* EXERCISE DETAILS: From the first line to the last, set down the data exactly as given.

* WORKING DATA:

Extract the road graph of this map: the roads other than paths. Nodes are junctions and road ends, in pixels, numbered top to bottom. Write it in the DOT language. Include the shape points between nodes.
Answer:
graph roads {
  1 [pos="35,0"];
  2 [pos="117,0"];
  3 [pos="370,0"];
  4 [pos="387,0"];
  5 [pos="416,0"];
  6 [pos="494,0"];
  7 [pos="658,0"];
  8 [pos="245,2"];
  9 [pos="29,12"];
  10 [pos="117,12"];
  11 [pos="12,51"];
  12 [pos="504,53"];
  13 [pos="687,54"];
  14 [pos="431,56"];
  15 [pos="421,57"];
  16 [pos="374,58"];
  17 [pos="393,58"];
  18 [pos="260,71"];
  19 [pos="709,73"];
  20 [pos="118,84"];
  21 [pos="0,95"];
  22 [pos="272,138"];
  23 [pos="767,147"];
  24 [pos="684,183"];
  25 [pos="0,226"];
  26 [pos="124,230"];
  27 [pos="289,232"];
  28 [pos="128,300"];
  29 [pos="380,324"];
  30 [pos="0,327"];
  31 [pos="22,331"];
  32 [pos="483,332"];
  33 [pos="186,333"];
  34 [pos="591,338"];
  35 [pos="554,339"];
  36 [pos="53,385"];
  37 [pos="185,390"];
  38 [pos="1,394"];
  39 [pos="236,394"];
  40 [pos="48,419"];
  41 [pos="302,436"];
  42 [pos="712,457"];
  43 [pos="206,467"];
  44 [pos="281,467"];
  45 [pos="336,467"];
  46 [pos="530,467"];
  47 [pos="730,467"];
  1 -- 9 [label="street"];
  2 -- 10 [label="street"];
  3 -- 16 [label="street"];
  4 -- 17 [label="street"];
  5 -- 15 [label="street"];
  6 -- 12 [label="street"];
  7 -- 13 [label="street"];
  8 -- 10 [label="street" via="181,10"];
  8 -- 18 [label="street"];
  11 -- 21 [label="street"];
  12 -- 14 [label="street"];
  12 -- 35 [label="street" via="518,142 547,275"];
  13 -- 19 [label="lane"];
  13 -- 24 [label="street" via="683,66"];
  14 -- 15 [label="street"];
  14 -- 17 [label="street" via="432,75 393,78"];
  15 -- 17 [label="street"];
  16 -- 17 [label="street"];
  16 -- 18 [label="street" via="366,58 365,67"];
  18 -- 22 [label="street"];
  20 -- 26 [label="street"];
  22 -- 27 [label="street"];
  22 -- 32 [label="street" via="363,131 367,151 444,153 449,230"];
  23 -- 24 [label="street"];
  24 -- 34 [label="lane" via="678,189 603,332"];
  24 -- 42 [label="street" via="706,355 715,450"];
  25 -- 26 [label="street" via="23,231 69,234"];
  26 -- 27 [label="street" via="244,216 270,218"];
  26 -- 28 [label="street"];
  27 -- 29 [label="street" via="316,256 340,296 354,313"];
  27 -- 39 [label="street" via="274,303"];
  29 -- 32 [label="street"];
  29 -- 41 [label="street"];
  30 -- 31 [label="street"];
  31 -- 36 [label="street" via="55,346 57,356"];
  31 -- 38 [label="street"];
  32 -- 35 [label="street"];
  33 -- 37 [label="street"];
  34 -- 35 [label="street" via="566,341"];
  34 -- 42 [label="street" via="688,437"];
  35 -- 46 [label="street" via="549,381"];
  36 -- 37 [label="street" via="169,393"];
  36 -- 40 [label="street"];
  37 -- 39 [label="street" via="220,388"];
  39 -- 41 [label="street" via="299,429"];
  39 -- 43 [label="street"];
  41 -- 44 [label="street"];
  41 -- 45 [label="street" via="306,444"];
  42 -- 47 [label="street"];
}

* RESPONSE BELOW:
Extract the road graph of this map: the roads other than paths. Nodes are junctions and road ends, in pixels, numbered top to bottom. Write it in the DOT language. Include the shape points between nodes.
Answer:
graph roads {
  1 [pos="35,0"];
  2 [pos="117,0"];
  3 [pos="370,0"];
  4 [pos="387,0"];
  5 [pos="416,0"];
  6 [pos="494,0"];
  7 [pos="658,0"];
  8 [pos="245,2"];
  9 [pos="29,12"];
  10 [pos="117,12"];
  11 [pos="12,51"];
  12 [pos="504,53"];
  13 [pos="687,54"];
  14 [pos="431,56"];
  15 [pos="421,57"];
  16 [pos="374,58"];
  17 [pos="393,58"];
  18 [pos="260,71"];
  19 [pos="709,73"];
  20 [pos="118,84"];
  21 [pos="0,95"];
  22 [pos="272,138"];
  23 [pos="767,147"];
  24 [pos="684,183"];
  25 [pos="0,226"];
  26 [pos="124,230"];
  27 [pos="289,232"];
  28 [pos="128,300"];
  29 [pos="380,324"];
  30 [pos="0,327"];
  31 [pos="22,331"];
  32 [pos="483,332"];
  33 [pos="186,333"];
  34 [pos="591,338"];
  35 [pos="554,339"];
  36 [pos="53,385"];
  37 [pos="185,390"];
  38 [pos="1,394"];
  39 [pos="236,394"];
  40 [pos="48,419"];
  41 [pos="302,436"];
  42 [pos="712,457"];
  43 [pos="206,467"];
  44 [pos="281,467"];
  45 [pos="336,467"];
  46 [pos="530,467"];
  47 [pos="730,467"];
  1 -- 9 [label="street"];
  2 -- 10 [label="street"];
  3 -- 16 [label="street"];
  4 -- 17 [label="street"];
  5 -- 15 [label="street"];
  6 -- 12 [label="street"];
  7 -- 13 [label="street"];
  8 -- 10 [label="street" via="181,10"];
  8 -- 18 [label="street"];
  11 -- 21 [label="street"];
  12 -- 14 [label="street"];
  12 -- 35 [label="street" via="518,142 547,275"];
  13 -- 19 [label="lane"];
  13 -- 24 [label="street" via="683,66"];
  14 -- 15 [label="street"];
  14 -- 17 [label="street" via="432,75 393,78"];
  15 -- 17 [label="street"];
  16 -- 17 [label="street"];
  16 -- 18 [label="street" via="366,58 365,67"];
  18 -- 22 [label="street"];
  20 -- 26 [label="street"];
  22 -- 27 [label="street"];
  22 -- 32 [label="street" via="363,131 367,151 444,153 449,230"];
  23 -- 24 [label="street"];
  24 -- 34 [label="lane" via="678,189 603,332"];
  24 -- 42 [label="street" via="706,355 715,450"];
  25 -- 26 [label="street" via="23,231 69,234"];
  26 -- 27 [label="street" via="244,216 270,218"];
  26 -- 28 [label="street"];
  27 -- 29 [label="street" via="316,256 340,296 354,313"];
  27 -- 39 [label="street" via="274,303"];
  29 -- 32 [label="street"];
  29 -- 41 [label="street"];
  30 -- 31 [label="street"];
  31 -- 36 [label="street" via="55,346 57,356"];
  31 -- 38 [label="street"];
  32 -- 35 [label="street"];
  33 -- 37 [label="street"];
  34 -- 35 [label="street" via="566,341"];
  34 -- 42 [label="street" via="688,437"];
  35 -- 46 [label="street" via="549,381"];
  36 -- 37 [label="street" via="169,393"];
  36 -- 40 [label="street"];
  37 -- 39 [label="street" via="220,388"];
  39 -- 41 [label="street" via="299,429"];
  39 -- 43 [label="street"];
  41 -- 44 [label="street"];
  41 -- 45 [label="street" via="306,444"];
  42 -- 47 [label="street"];
}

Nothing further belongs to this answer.